- [Try it]:
Scan the records below. Copy every line in which the word "ПРОЕЗД" appears.

-- Study material follows --

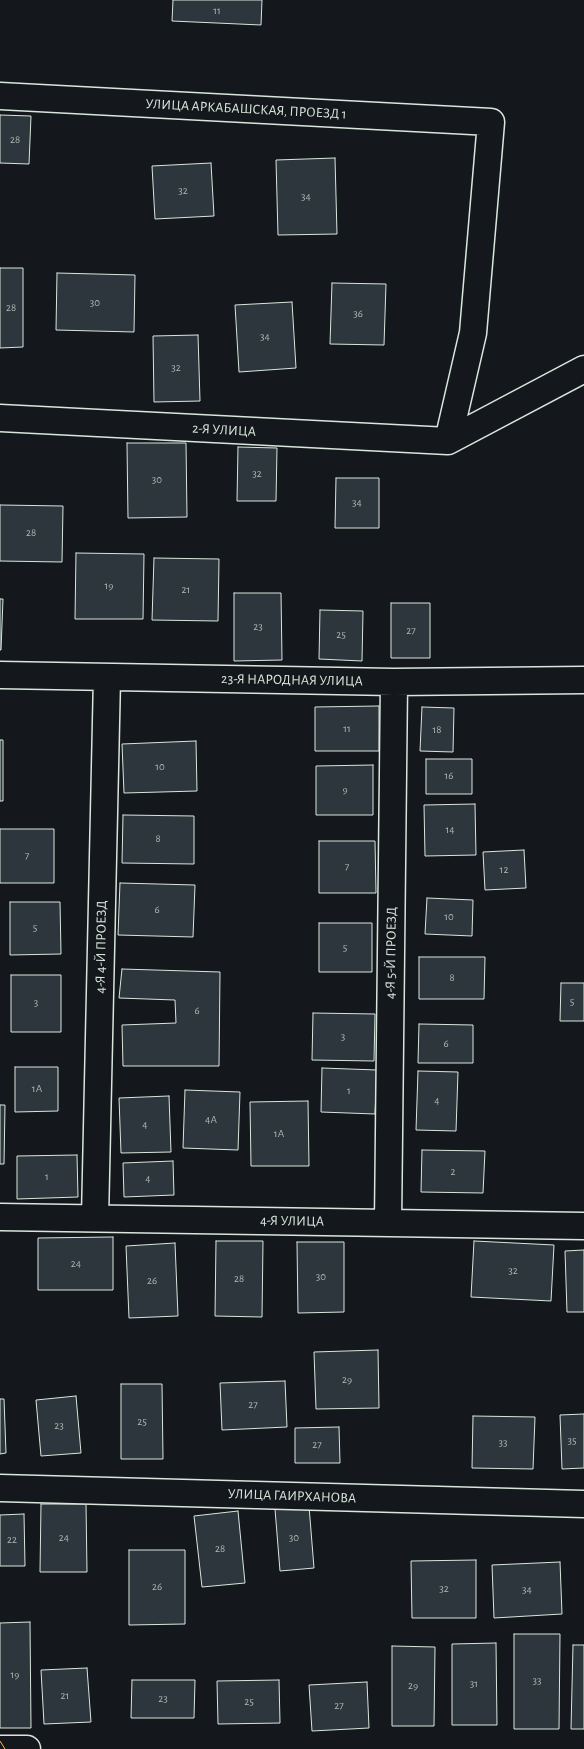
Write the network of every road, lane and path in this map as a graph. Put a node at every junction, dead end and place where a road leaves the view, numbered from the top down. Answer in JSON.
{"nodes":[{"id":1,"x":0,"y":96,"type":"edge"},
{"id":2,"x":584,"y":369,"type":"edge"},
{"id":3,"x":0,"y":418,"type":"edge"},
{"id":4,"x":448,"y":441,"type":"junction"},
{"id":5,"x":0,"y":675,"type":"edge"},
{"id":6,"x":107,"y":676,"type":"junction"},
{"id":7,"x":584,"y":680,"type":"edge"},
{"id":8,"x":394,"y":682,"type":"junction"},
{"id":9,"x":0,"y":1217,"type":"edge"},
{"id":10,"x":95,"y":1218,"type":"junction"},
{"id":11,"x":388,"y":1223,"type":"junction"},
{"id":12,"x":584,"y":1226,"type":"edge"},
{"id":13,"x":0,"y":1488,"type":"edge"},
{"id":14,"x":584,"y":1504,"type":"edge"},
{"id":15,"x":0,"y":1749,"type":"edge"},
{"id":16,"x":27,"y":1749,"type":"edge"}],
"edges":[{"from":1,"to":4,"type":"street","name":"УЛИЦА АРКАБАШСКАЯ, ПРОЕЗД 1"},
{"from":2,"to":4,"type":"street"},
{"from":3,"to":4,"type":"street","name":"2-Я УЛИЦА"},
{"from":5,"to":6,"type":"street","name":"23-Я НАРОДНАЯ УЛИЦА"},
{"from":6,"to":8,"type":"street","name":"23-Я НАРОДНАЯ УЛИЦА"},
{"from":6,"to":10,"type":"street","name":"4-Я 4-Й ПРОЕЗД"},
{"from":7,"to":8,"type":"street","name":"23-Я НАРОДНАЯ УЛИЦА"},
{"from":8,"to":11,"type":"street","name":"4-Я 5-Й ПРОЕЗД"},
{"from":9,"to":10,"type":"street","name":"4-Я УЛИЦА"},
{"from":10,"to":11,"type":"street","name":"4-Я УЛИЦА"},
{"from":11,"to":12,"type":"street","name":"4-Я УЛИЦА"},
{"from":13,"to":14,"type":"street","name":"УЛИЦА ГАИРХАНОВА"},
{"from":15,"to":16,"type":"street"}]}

-- Study material concluded --

- [Output of the task]:
"edges":[{"from":1,"to":4,"type":"street","name":"УЛИЦА АРКАБАШСКАЯ, ПРОЕЗД 1"},
{"from":6,"to":10,"type":"street","name":"4-Я 4-Й ПРОЕЗД"},
{"from":8,"to":11,"type":"street","name":"4-Я 5-Й ПРОЕЗД"},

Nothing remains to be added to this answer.